Stored data entries:
........

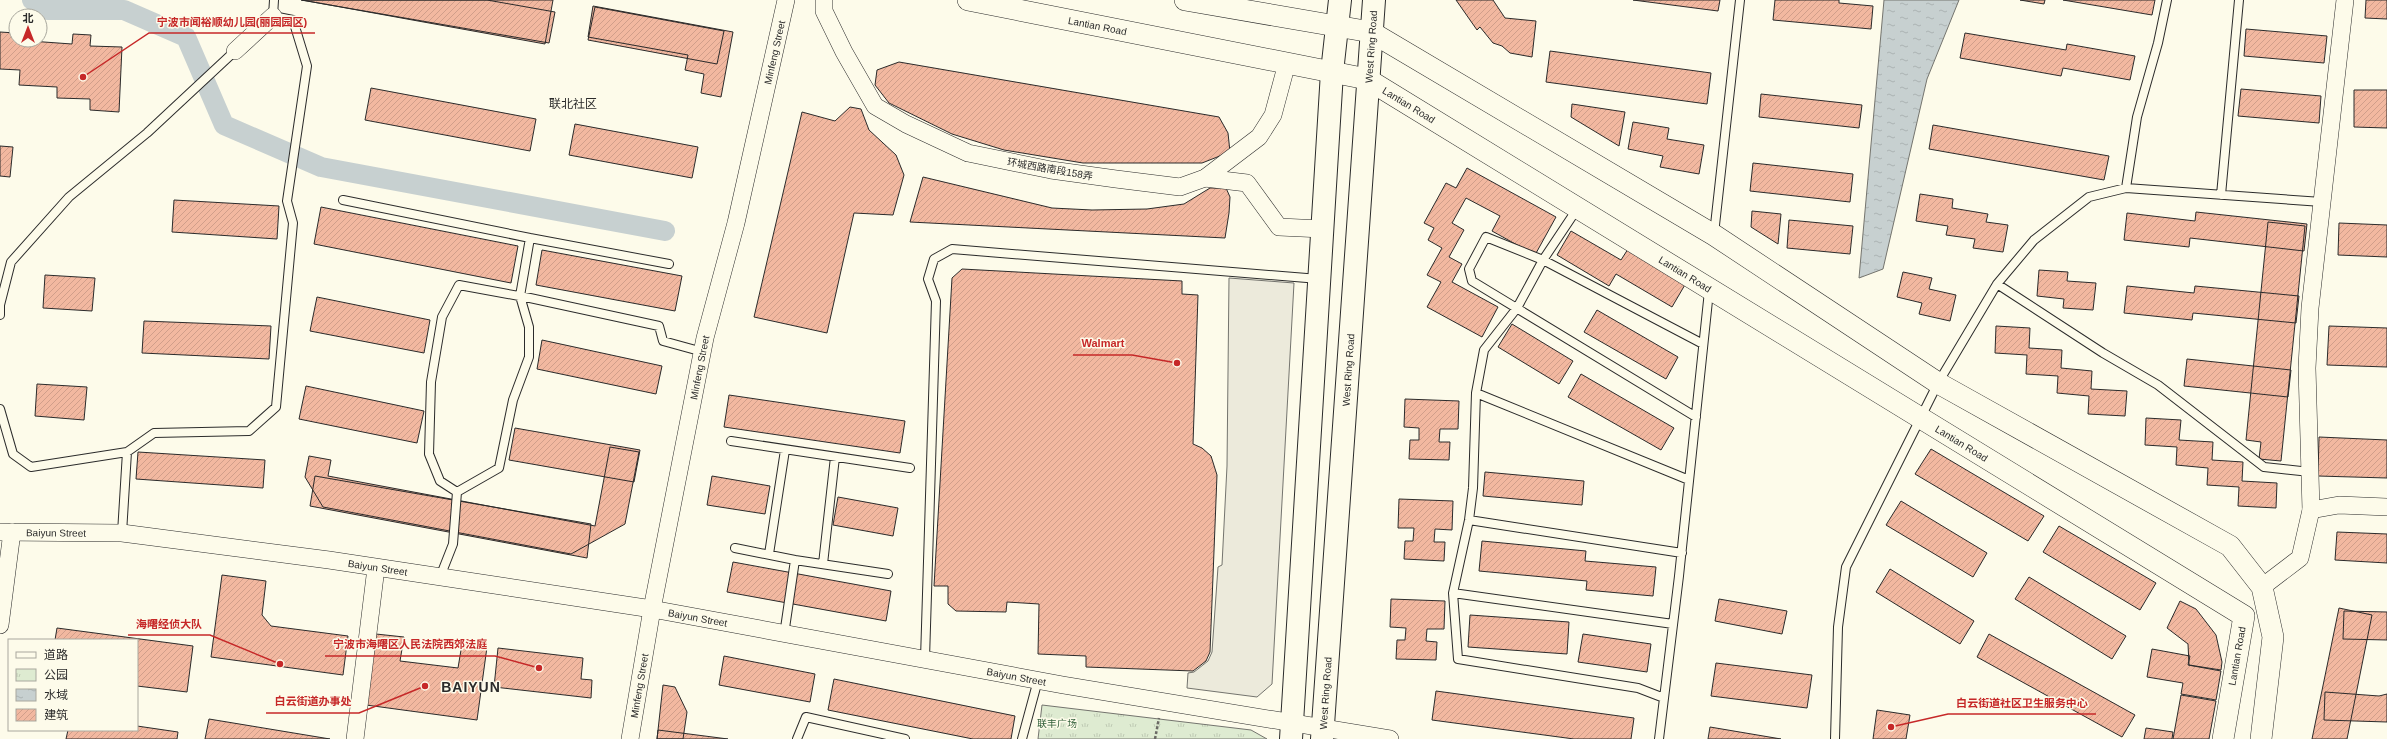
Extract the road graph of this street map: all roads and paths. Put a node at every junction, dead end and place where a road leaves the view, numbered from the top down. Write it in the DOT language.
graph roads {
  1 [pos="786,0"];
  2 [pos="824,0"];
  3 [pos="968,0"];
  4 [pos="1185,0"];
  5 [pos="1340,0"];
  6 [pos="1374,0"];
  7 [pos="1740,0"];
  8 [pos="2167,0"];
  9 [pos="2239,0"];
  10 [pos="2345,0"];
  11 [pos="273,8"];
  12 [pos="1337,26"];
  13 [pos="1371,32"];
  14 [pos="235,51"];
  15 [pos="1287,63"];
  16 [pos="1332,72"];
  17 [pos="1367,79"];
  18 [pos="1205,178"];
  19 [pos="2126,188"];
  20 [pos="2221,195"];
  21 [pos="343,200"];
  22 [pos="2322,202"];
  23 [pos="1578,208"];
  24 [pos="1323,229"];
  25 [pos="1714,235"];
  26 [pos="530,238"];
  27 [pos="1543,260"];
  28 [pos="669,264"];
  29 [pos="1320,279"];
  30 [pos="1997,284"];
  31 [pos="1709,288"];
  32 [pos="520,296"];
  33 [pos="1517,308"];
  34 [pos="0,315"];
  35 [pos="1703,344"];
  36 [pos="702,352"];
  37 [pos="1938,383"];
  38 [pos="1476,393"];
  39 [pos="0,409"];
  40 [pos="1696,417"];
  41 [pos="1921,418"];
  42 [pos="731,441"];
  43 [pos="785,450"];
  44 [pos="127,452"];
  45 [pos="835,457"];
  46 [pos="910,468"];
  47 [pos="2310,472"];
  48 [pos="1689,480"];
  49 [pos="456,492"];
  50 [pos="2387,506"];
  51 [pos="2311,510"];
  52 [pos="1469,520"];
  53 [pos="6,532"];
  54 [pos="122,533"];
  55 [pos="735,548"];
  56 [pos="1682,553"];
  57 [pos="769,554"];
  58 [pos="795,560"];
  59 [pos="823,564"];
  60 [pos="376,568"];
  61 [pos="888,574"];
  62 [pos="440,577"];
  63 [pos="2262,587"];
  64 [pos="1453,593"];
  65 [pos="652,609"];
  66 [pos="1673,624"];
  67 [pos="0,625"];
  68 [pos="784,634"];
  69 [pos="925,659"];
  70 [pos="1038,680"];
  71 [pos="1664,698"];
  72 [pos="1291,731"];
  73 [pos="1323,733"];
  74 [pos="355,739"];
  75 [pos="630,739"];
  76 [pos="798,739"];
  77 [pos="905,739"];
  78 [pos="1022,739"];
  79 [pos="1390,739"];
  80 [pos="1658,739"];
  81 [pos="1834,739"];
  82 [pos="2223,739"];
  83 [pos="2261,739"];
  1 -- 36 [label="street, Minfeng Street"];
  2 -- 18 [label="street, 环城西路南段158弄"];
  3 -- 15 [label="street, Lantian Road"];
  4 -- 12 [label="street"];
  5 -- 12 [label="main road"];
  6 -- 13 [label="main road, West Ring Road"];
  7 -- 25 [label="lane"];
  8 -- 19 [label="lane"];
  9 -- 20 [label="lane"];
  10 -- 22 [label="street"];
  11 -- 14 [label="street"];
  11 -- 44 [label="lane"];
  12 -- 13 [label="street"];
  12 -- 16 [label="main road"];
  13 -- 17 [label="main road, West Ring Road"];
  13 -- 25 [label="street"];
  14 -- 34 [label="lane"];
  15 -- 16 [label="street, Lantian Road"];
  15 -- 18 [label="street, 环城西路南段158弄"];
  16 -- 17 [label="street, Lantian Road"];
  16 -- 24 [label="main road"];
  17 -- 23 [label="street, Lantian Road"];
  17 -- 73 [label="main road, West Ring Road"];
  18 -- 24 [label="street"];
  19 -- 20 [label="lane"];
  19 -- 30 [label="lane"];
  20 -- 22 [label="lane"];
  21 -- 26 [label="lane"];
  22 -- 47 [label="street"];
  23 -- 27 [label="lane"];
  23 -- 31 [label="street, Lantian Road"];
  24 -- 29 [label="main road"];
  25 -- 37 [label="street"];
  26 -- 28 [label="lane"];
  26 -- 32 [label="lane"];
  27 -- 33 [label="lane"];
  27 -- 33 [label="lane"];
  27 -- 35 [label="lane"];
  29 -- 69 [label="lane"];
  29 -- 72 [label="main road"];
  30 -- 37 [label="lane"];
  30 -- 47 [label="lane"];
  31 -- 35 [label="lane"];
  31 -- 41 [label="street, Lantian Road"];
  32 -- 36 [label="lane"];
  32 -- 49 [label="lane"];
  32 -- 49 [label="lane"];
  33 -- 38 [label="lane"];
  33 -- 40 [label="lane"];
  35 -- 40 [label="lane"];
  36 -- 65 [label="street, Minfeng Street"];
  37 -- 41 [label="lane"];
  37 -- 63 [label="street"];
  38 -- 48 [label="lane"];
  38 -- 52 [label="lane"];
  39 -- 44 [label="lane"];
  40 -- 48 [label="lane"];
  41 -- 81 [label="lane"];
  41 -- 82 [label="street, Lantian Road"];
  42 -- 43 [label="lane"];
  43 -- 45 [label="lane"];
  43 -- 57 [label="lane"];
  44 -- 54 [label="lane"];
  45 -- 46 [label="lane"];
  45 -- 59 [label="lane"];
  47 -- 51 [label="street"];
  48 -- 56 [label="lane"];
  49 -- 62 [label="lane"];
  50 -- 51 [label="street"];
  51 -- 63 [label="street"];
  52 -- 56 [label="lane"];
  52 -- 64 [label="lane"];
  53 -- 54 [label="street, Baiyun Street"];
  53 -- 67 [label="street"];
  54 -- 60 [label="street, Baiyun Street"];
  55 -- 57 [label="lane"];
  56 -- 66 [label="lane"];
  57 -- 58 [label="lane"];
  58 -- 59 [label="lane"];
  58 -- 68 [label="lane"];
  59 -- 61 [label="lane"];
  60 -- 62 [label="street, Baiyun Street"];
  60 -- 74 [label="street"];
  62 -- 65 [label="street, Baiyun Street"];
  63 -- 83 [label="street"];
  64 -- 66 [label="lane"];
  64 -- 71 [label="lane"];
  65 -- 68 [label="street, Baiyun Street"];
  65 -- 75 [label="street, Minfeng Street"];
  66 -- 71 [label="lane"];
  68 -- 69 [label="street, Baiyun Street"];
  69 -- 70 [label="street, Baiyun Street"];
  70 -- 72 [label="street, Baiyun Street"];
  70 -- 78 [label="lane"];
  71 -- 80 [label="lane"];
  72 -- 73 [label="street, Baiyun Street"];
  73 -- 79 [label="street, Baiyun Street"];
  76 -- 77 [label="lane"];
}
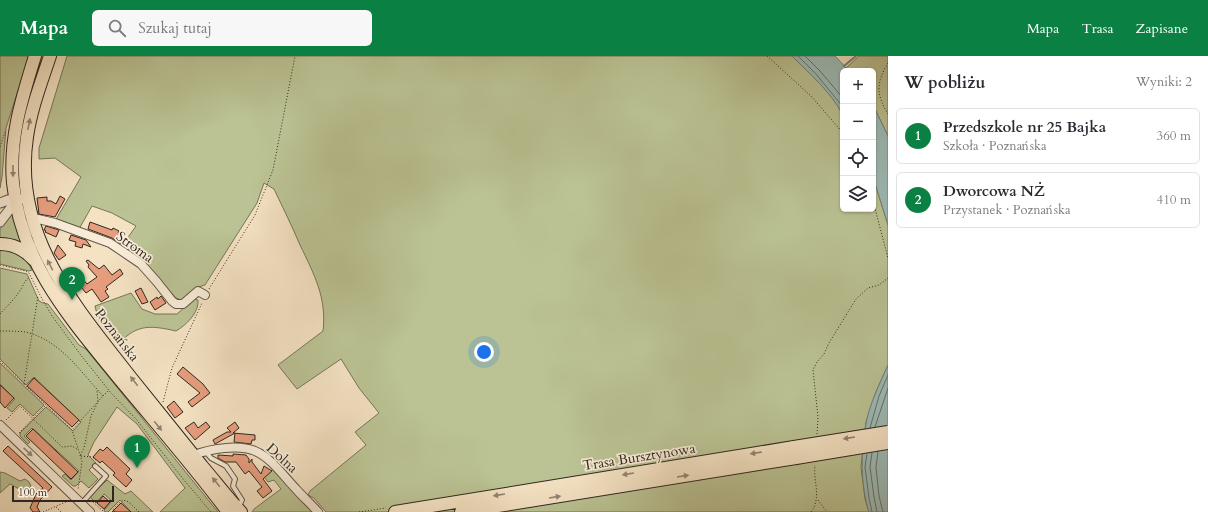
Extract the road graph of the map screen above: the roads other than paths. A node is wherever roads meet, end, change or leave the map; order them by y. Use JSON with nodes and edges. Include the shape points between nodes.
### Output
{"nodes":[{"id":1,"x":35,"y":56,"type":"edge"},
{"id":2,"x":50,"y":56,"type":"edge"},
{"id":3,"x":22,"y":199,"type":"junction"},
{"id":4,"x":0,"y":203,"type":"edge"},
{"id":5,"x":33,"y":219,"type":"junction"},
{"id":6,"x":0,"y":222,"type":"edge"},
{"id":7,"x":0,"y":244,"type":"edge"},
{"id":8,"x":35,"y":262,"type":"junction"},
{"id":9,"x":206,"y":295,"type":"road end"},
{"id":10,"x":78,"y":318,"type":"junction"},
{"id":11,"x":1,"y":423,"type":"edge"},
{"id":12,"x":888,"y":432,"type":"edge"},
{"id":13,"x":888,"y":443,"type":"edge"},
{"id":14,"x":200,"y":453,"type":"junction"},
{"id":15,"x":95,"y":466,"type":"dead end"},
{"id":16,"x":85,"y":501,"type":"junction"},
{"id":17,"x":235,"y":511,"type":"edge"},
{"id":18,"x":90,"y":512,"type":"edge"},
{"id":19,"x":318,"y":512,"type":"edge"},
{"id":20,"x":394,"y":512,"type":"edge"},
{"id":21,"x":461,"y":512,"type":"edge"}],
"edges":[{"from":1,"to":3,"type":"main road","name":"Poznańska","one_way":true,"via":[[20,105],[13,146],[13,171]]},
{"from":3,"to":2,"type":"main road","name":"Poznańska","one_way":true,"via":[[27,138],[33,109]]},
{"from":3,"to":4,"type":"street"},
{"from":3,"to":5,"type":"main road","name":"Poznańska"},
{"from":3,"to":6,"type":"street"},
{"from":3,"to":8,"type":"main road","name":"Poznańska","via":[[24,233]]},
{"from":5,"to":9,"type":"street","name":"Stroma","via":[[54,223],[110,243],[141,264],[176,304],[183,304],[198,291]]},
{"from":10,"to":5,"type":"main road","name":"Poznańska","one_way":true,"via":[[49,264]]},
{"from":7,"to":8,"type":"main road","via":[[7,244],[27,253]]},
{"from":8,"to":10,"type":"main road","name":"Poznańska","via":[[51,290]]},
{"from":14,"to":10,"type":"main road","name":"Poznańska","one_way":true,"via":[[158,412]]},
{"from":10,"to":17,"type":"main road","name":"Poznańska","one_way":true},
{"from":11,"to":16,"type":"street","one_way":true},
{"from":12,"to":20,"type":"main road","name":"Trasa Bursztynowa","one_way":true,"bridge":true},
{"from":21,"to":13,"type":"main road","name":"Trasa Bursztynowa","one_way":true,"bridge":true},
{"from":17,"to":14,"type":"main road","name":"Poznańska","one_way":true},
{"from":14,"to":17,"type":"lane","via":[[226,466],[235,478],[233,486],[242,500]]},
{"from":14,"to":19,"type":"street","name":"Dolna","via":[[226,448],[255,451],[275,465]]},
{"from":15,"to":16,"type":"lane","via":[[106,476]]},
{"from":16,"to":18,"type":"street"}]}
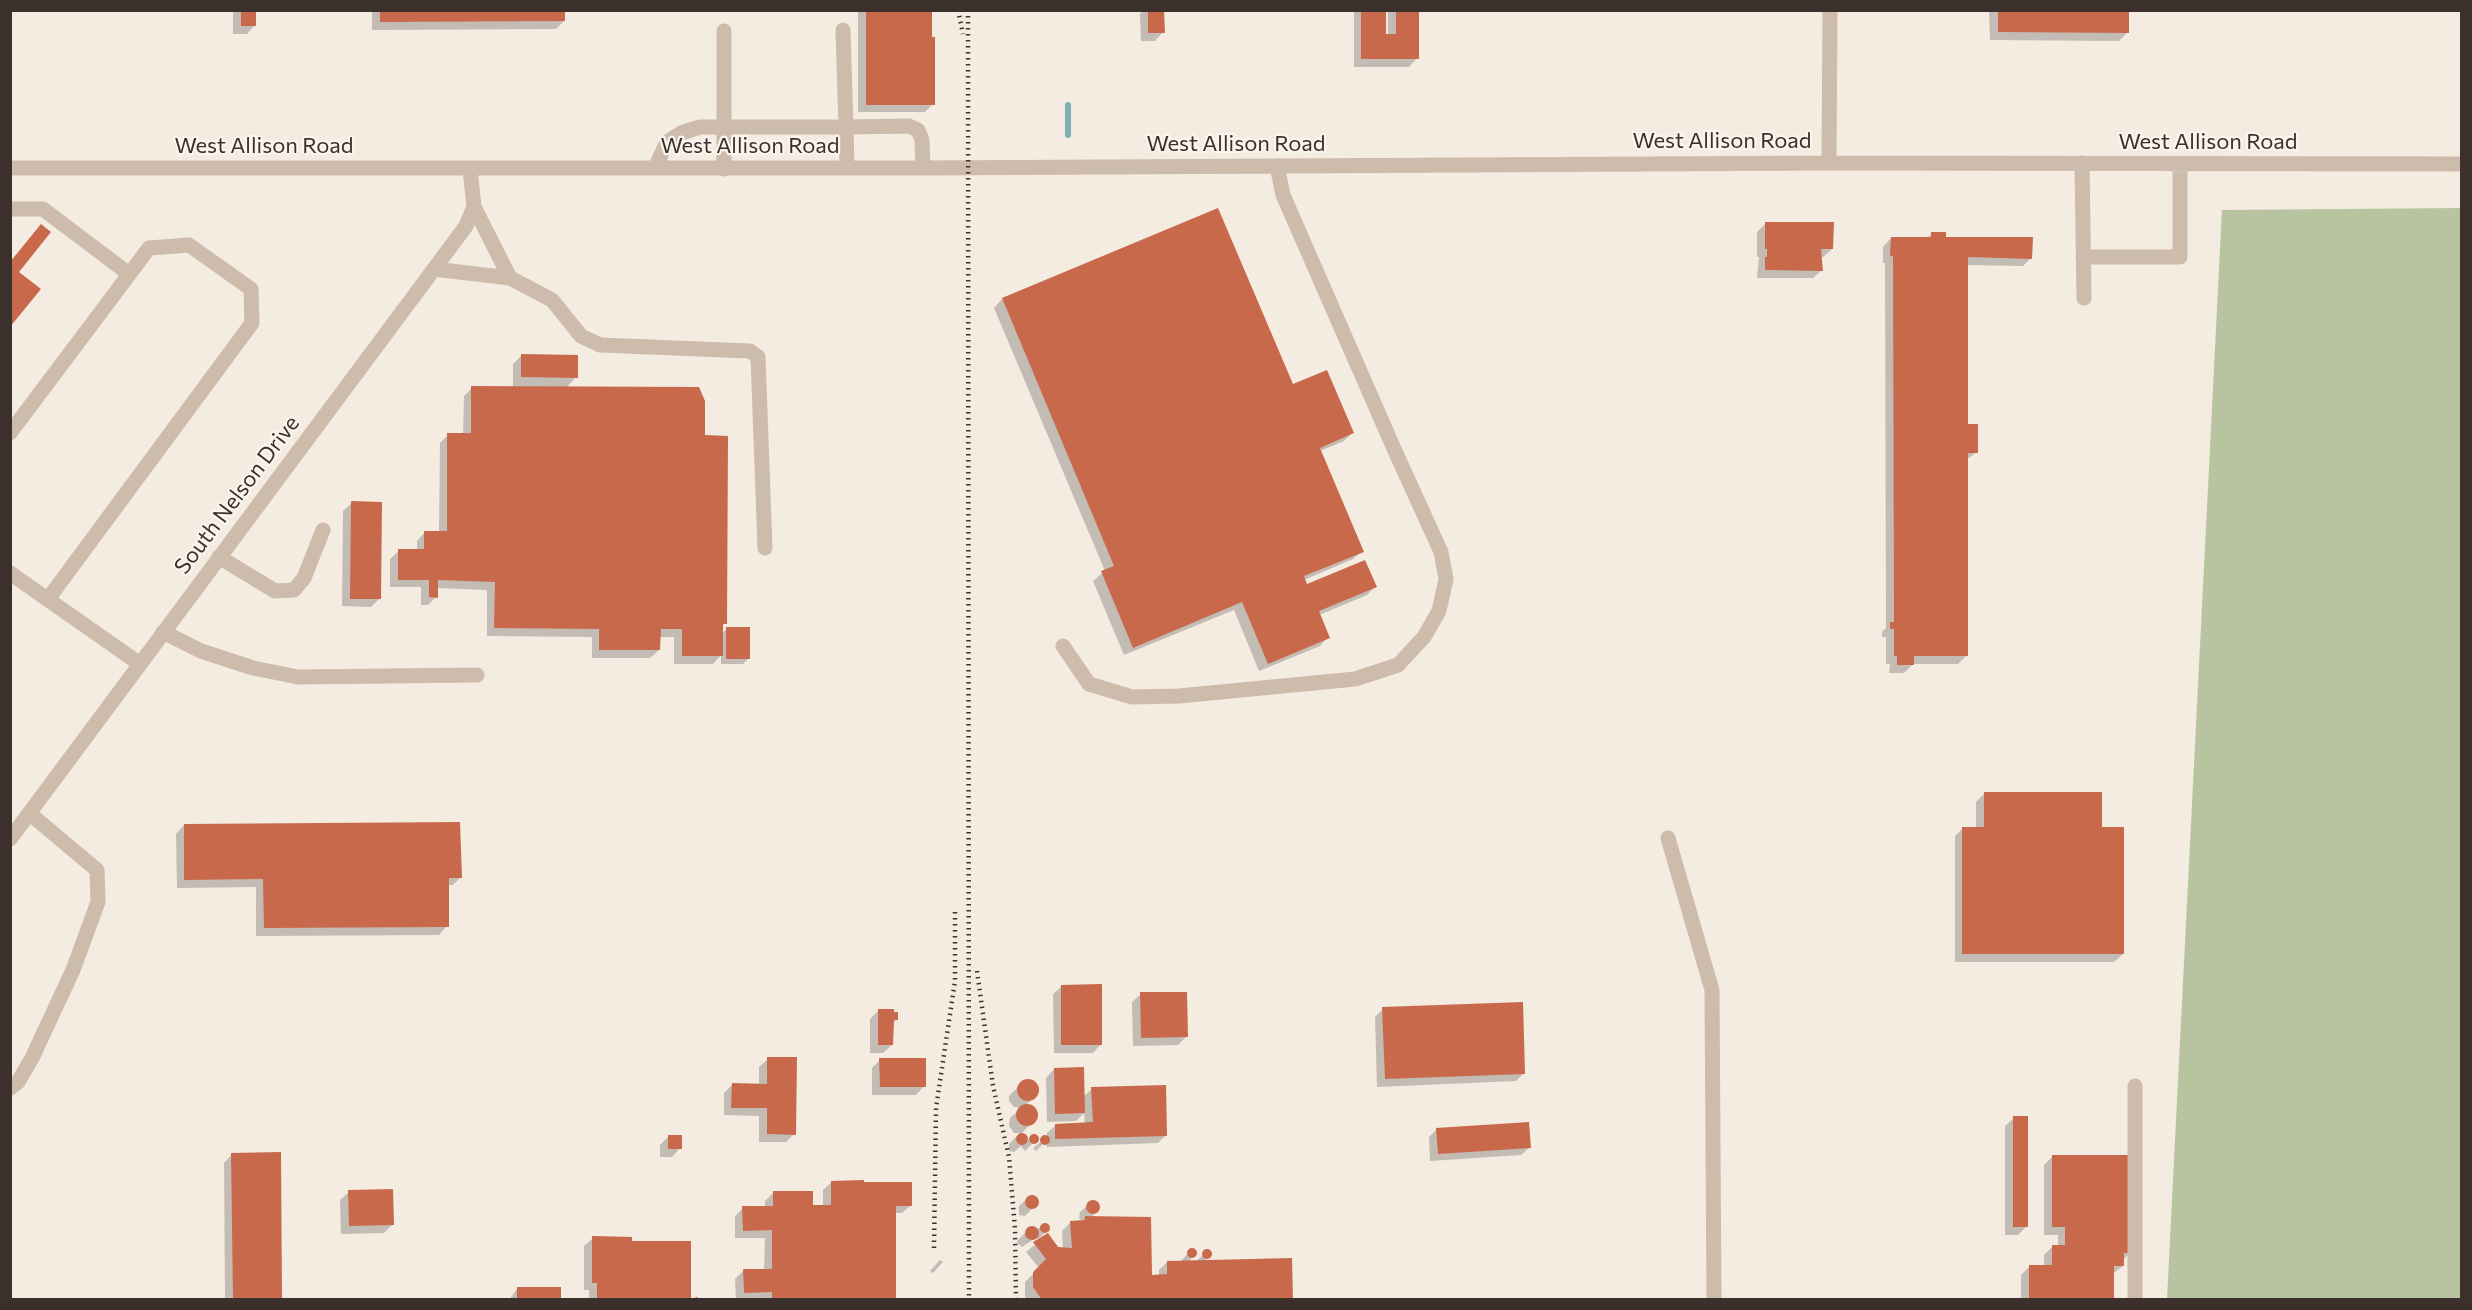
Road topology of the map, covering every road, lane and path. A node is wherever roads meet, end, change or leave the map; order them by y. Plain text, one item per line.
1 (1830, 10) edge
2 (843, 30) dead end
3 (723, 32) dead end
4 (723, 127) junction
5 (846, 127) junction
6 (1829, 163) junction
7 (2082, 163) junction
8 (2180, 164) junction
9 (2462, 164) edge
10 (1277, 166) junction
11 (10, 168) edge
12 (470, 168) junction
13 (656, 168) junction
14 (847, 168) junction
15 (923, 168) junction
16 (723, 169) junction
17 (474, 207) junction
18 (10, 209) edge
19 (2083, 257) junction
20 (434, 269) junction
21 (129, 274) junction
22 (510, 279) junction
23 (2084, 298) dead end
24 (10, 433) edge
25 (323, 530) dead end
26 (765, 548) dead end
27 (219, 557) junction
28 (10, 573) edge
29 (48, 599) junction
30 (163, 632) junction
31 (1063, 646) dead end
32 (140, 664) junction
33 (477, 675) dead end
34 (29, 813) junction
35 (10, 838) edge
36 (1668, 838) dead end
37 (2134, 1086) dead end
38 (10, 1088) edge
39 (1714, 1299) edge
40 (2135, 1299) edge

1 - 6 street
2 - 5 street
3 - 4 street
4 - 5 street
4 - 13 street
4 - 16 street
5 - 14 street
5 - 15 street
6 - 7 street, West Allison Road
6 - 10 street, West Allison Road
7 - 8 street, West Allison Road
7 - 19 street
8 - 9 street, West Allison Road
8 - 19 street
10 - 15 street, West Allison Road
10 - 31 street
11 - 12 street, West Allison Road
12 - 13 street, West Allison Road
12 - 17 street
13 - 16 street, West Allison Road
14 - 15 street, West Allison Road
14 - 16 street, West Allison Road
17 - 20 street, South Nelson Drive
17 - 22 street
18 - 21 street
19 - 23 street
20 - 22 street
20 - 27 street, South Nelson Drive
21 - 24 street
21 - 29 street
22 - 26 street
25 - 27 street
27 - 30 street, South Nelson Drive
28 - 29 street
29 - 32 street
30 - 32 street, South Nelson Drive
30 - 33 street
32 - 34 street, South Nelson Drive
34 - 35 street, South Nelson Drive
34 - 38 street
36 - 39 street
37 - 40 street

........

**WHAT IS BEING ASKED**
For each line above that holds the string "Lantian", provide a copy of that line.

**OUTPUT BELOW**
  3 -- 15 [label="street, Lantian Road"];
  15 -- 16 [label="street, Lantian Road"];
  16 -- 17 [label="street, Lantian Road"];
  17 -- 23 [label="street, Lantian Road"];
  23 -- 31 [label="street, Lantian Road"];
  31 -- 41 [label="street, Lantian Road"];
  41 -- 82 [label="street, Lantian Road"];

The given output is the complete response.